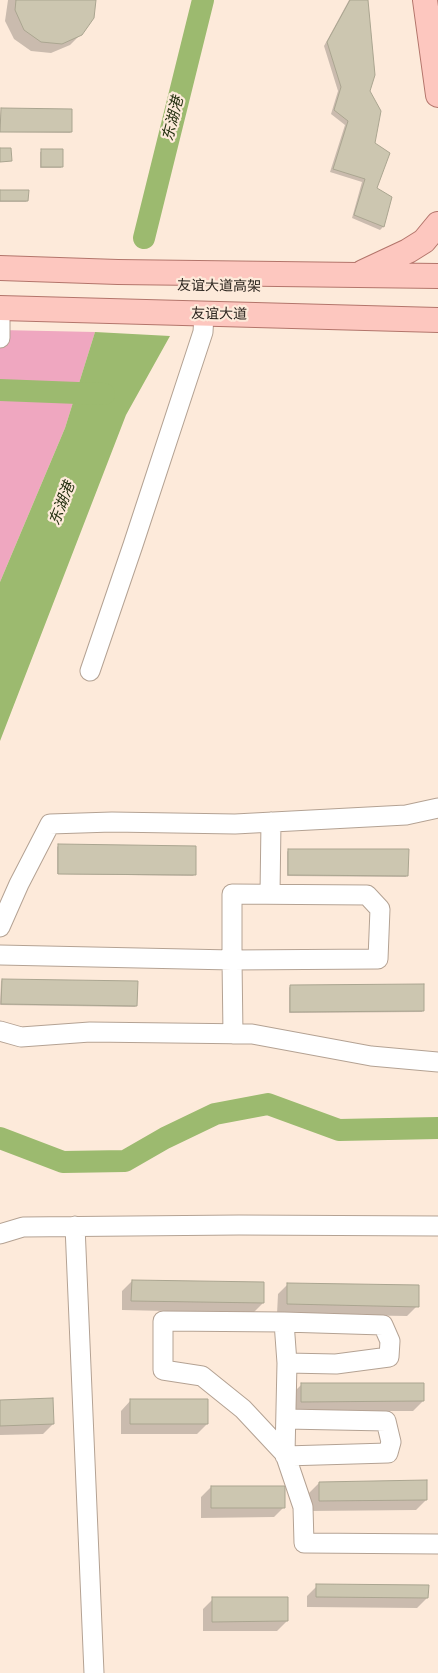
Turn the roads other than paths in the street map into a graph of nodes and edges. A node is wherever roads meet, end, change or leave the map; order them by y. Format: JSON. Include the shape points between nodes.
{"nodes":[{"id":1,"x":425,"y":0,"type":"edge"},
{"id":2,"x":438,"y":90,"type":"edge"},
{"id":3,"x":438,"y":224,"type":"edge"},
{"id":4,"x":0,"y":268,"type":"edge"},
{"id":5,"x":357,"y":275,"type":"junction"},
{"id":6,"x":438,"y":276,"type":"edge"},
{"id":7,"x":0,"y":284,"type":"edge"},
{"id":8,"x":438,"y":291,"type":"edge"},
{"id":9,"x":0,"y":298,"type":"edge"},
{"id":10,"x":438,"y":306,"type":"edge"},
{"id":11,"x":0,"y":308,"type":"edge"},
{"id":12,"x":204,"y":314,"type":"junction"},
{"id":13,"x":340,"y":317,"type":"junction"},
{"id":14,"x":438,"y":320,"type":"edge"},
{"id":15,"x":438,"y":336,"type":"edge"},
{"id":16,"x":0,"y":338,"type":"edge"},
{"id":17,"x":90,"y":671,"type":"dead end"},
{"id":18,"x":438,"y":808,"type":"edge"},
{"id":19,"x":271,"y":822,"type":"junction"},
{"id":20,"x":270,"y":894,"type":"junction"},
{"id":21,"x":0,"y":927,"type":"edge"},
{"id":22,"x":0,"y":956,"type":"edge"},
{"id":23,"x":232,"y":960,"type":"junction"},
{"id":24,"x":0,"y":1031,"type":"edge"},
{"id":25,"x":233,"y":1034,"type":"junction"},
{"id":26,"x":438,"y":1062,"type":"edge"},
{"id":27,"x":75,"y":1226,"type":"junction"},
{"id":28,"x":438,"y":1226,"type":"edge"},
{"id":29,"x":0,"y":1234,"type":"edge"},
{"id":30,"x":284,"y":1322,"type":"junction"},
{"id":31,"x":287,"y":1363,"type":"junction"},
{"id":32,"x":286,"y":1419,"type":"junction"},
{"id":33,"x":285,"y":1455,"type":"junction"},
{"id":34,"x":438,"y":1544,"type":"edge"},
{"id":35,"x":94,"y":1673,"type":"edge"}],
"edges":[{"from":1,"to":2,"type":"main road"},
{"from":3,"to":5,"type":"main road","via":[[424,241]]},
{"from":4,"to":5,"type":"main road"},
{"from":5,"to":6,"type":"main road"},
{"from":7,"to":8,"type":"main road","name":"友谊大道高架"},
{"from":9,"to":10,"type":"main road","name":"友谊大道高架"},
{"from":11,"to":12,"type":"main road","name":"友谊大道"},
{"from":11,"to":16,"type":"street"},
{"from":12,"to":13,"type":"main road","name":"友谊大道"},
{"from":12,"to":17,"type":"street","via":[[203,332]]},
{"from":13,"to":14,"type":"main road","name":"友谊大道"},
{"from":13,"to":15,"type":"main road","via":[[413,323]]},
{"from":18,"to":19,"type":"street","via":[[406,815]]},
{"from":19,"to":20,"type":"street"},
{"from":19,"to":21,"type":"street","via":[[50,824]]},
{"from":20,"to":23,"type":"street","via":[[232,894]]},
{"from":20,"to":23,"type":"street","via":[[367,894],[380,908],[378,959]]},
{"from":22,"to":23,"type":"street"},
{"from":23,"to":25,"type":"street"},
{"from":24,"to":25,"type":"street","via":[[22,1037],[90,1032]]},
{"from":25,"to":26,"type":"street","via":[[252,1034],[371,1056]]},
{"from":27,"to":28,"type":"street"},
{"from":27,"to":29,"type":"street","via":[[23,1227]]},
{"from":27,"to":35,"type":"street"},
{"from":30,"to":31,"type":"street"},
{"from":30,"to":31,"type":"street","via":[[383,1325],[390,1341],[389,1357],[336,1364]]},
{"from":30,"to":33,"type":"street","via":[[163,1321],[163,1370],[202,1376],[243,1409]]},
{"from":31,"to":32,"type":"street"},
{"from":32,"to":33,"type":"street"},
{"from":32,"to":33,"type":"street","via":[[386,1420],[391,1442],[388,1453]]},
{"from":33,"to":34,"type":"street","via":[[303,1507],[304,1544]]}]}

• Required action:
Your job is to transcribe the entries above exactly; skip the pictures.

• Exercise solution:
Turn the roads other than paths in the street map into a graph of nodes and edges. A node is wherever roads meet, end, change or leave the map; order them by y. Format: JSON. Include the shape points between nodes.
{"nodes":[{"id":1,"x":425,"y":0,"type":"edge"},
{"id":2,"x":438,"y":90,"type":"edge"},
{"id":3,"x":438,"y":224,"type":"edge"},
{"id":4,"x":0,"y":268,"type":"edge"},
{"id":5,"x":357,"y":275,"type":"junction"},
{"id":6,"x":438,"y":276,"type":"edge"},
{"id":7,"x":0,"y":284,"type":"edge"},
{"id":8,"x":438,"y":291,"type":"edge"},
{"id":9,"x":0,"y":298,"type":"edge"},
{"id":10,"x":438,"y":306,"type":"edge"},
{"id":11,"x":0,"y":308,"type":"edge"},
{"id":12,"x":204,"y":314,"type":"junction"},
{"id":13,"x":340,"y":317,"type":"junction"},
{"id":14,"x":438,"y":320,"type":"edge"},
{"id":15,"x":438,"y":336,"type":"edge"},
{"id":16,"x":0,"y":338,"type":"edge"},
{"id":17,"x":90,"y":671,"type":"dead end"},
{"id":18,"x":438,"y":808,"type":"edge"},
{"id":19,"x":271,"y":822,"type":"junction"},
{"id":20,"x":270,"y":894,"type":"junction"},
{"id":21,"x":0,"y":927,"type":"edge"},
{"id":22,"x":0,"y":956,"type":"edge"},
{"id":23,"x":232,"y":960,"type":"junction"},
{"id":24,"x":0,"y":1031,"type":"edge"},
{"id":25,"x":233,"y":1034,"type":"junction"},
{"id":26,"x":438,"y":1062,"type":"edge"},
{"id":27,"x":75,"y":1226,"type":"junction"},
{"id":28,"x":438,"y":1226,"type":"edge"},
{"id":29,"x":0,"y":1234,"type":"edge"},
{"id":30,"x":284,"y":1322,"type":"junction"},
{"id":31,"x":287,"y":1363,"type":"junction"},
{"id":32,"x":286,"y":1419,"type":"junction"},
{"id":33,"x":285,"y":1455,"type":"junction"},
{"id":34,"x":438,"y":1544,"type":"edge"},
{"id":35,"x":94,"y":1673,"type":"edge"}],
"edges":[{"from":1,"to":2,"type":"main road"},
{"from":3,"to":5,"type":"main road","via":[[424,241]]},
{"from":4,"to":5,"type":"main road"},
{"from":5,"to":6,"type":"main road"},
{"from":7,"to":8,"type":"main road","name":"友谊大道高架"},
{"from":9,"to":10,"type":"main road","name":"友谊大道高架"},
{"from":11,"to":12,"type":"main road","name":"友谊大道"},
{"from":11,"to":16,"type":"street"},
{"from":12,"to":13,"type":"main road","name":"友谊大道"},
{"from":12,"to":17,"type":"street","via":[[203,332]]},
{"from":13,"to":14,"type":"main road","name":"友谊大道"},
{"from":13,"to":15,"type":"main road","via":[[413,323]]},
{"from":18,"to":19,"type":"street","via":[[406,815]]},
{"from":19,"to":20,"type":"street"},
{"from":19,"to":21,"type":"street","via":[[50,824]]},
{"from":20,"to":23,"type":"street","via":[[232,894]]},
{"from":20,"to":23,"type":"street","via":[[367,894],[380,908],[378,959]]},
{"from":22,"to":23,"type":"street"},
{"from":23,"to":25,"type":"street"},
{"from":24,"to":25,"type":"street","via":[[22,1037],[90,1032]]},
{"from":25,"to":26,"type":"street","via":[[252,1034],[371,1056]]},
{"from":27,"to":28,"type":"street"},
{"from":27,"to":29,"type":"street","via":[[23,1227]]},
{"from":27,"to":35,"type":"street"},
{"from":30,"to":31,"type":"street"},
{"from":30,"to":31,"type":"street","via":[[383,1325],[390,1341],[389,1357],[336,1364]]},
{"from":30,"to":33,"type":"street","via":[[163,1321],[163,1370],[202,1376],[243,1409]]},
{"from":31,"to":32,"type":"street"},
{"from":32,"to":33,"type":"street"},
{"from":32,"to":33,"type":"street","via":[[386,1420],[391,1442],[388,1453]]},
{"from":33,"to":34,"type":"street","via":[[303,1507],[304,1544]]}]}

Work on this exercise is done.